Bob Evans Farms Completes $51.6 Million Sale-Leaseback Transaction of Two Industrial Properties and $44.4 Million of Q2 Fiscal 2016 Share Repurchases

NEW ALBANY, Ohio – October 23, 2015 – Bob Evans Farms, Inc. (NASDAQ: BOBE) today announced it completed a sale-leaseback transaction of its BEF Foods industrial properties located in Lima, Ohio, and Sulphur Springs, Texas.

BEF Foods, Inc., a wholly-owned subsidiary of Bob Evans Farms, Inc., and Broadstone Net Lease Acquisitions, LLC (“BNL”), a private real estate investment trust managed by Broadstone Real Estate, LLC., entered into an agreement pursuant to which BEF Foods sold its industrial properties located in Lima, Ohio, and Sulphur Springs, Texas, to BNL for $51.6 million.
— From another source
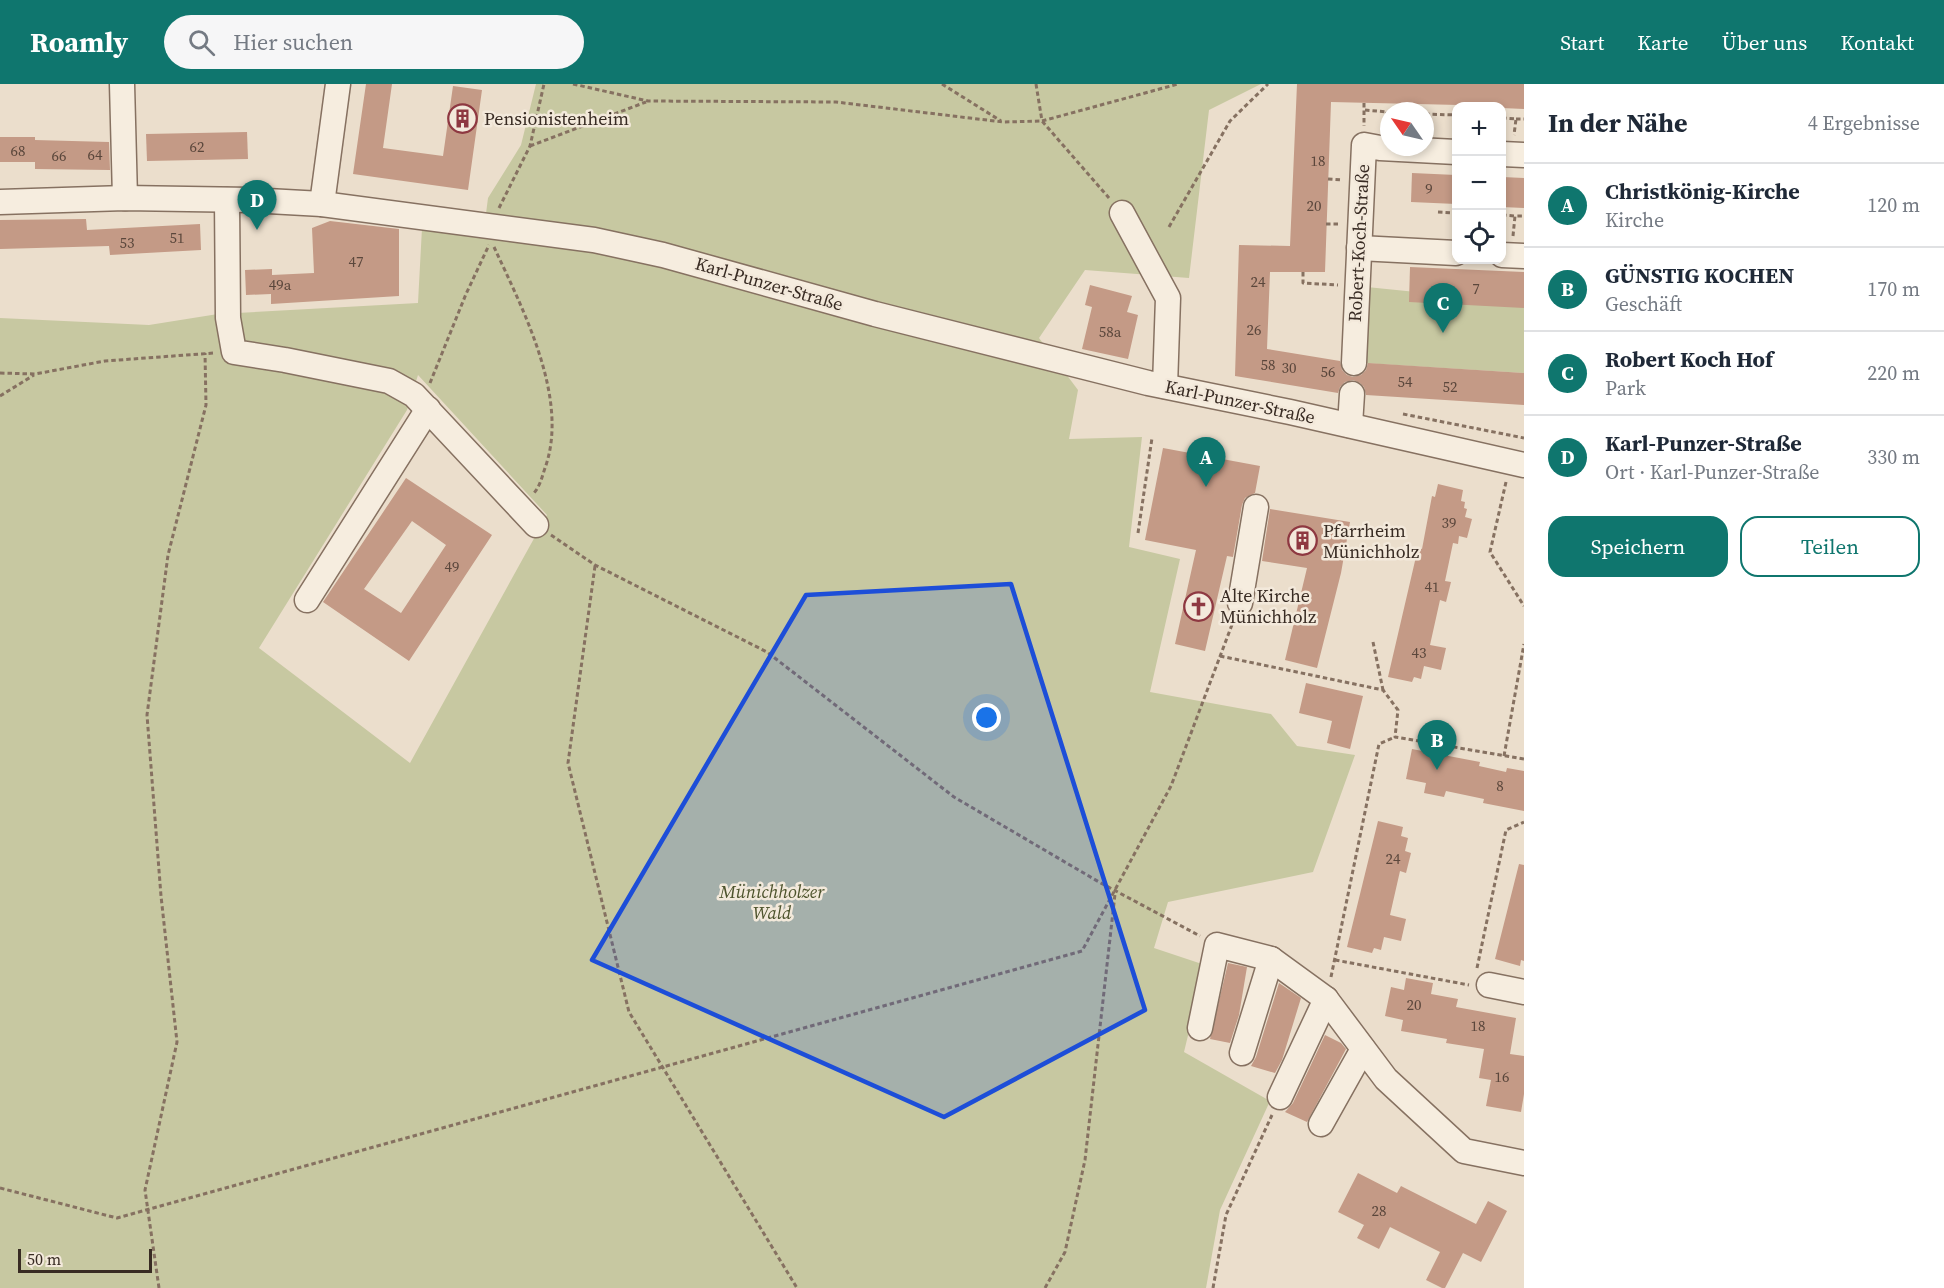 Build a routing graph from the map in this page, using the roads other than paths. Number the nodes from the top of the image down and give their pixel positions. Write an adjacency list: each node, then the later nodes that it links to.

Net transaction proceeds are estimated at $50.0 million, with an estimated after-tax loss of $2.5 million, or $0.11 per diluted share.

BEF Foods and BNL also entered into a lease agreement pursuant to which BEF Foods leased both the Lima, Ohio, manufacturing facility and the Sulphur Springs, Texas, manufacturing facility for an initial 20-year term at an annual straight-line rent expense of $4.1 million, inclusive of a $2.3 million deferred gain amortized throughout the lease term. There are two ten-year renewal options. The lease agreement contains “triple net” terms, which means BEF Foods will remain responsible for all expenses associated with the properties, including but not limited to maintenance, property taxes, insurance, and facility expenses. Bob Evans Farms, Inc. and Bob Evans Farms, LLC, have also guaranteed the lease agreement.

Chief Administrative Officer and Chief Financial Officer Mark Hood said, “With this transaction now complete, we continue to pursue monetization of our corporate headquarters facility along with approximately $200 million of restaurant properties. We expect to utilize the net proceeds from these asset monetization transactions to pay down debt and to repurchase shares, while maintaining prudent leverage. During the second quarter, we repurchased $44.4 million of shares, bringing fiscal year-to-date share repurchase activity to $104.9 million. We expect to complete the remainder of the current $150 million share repurchase authorization during the balance of fiscal 2016.”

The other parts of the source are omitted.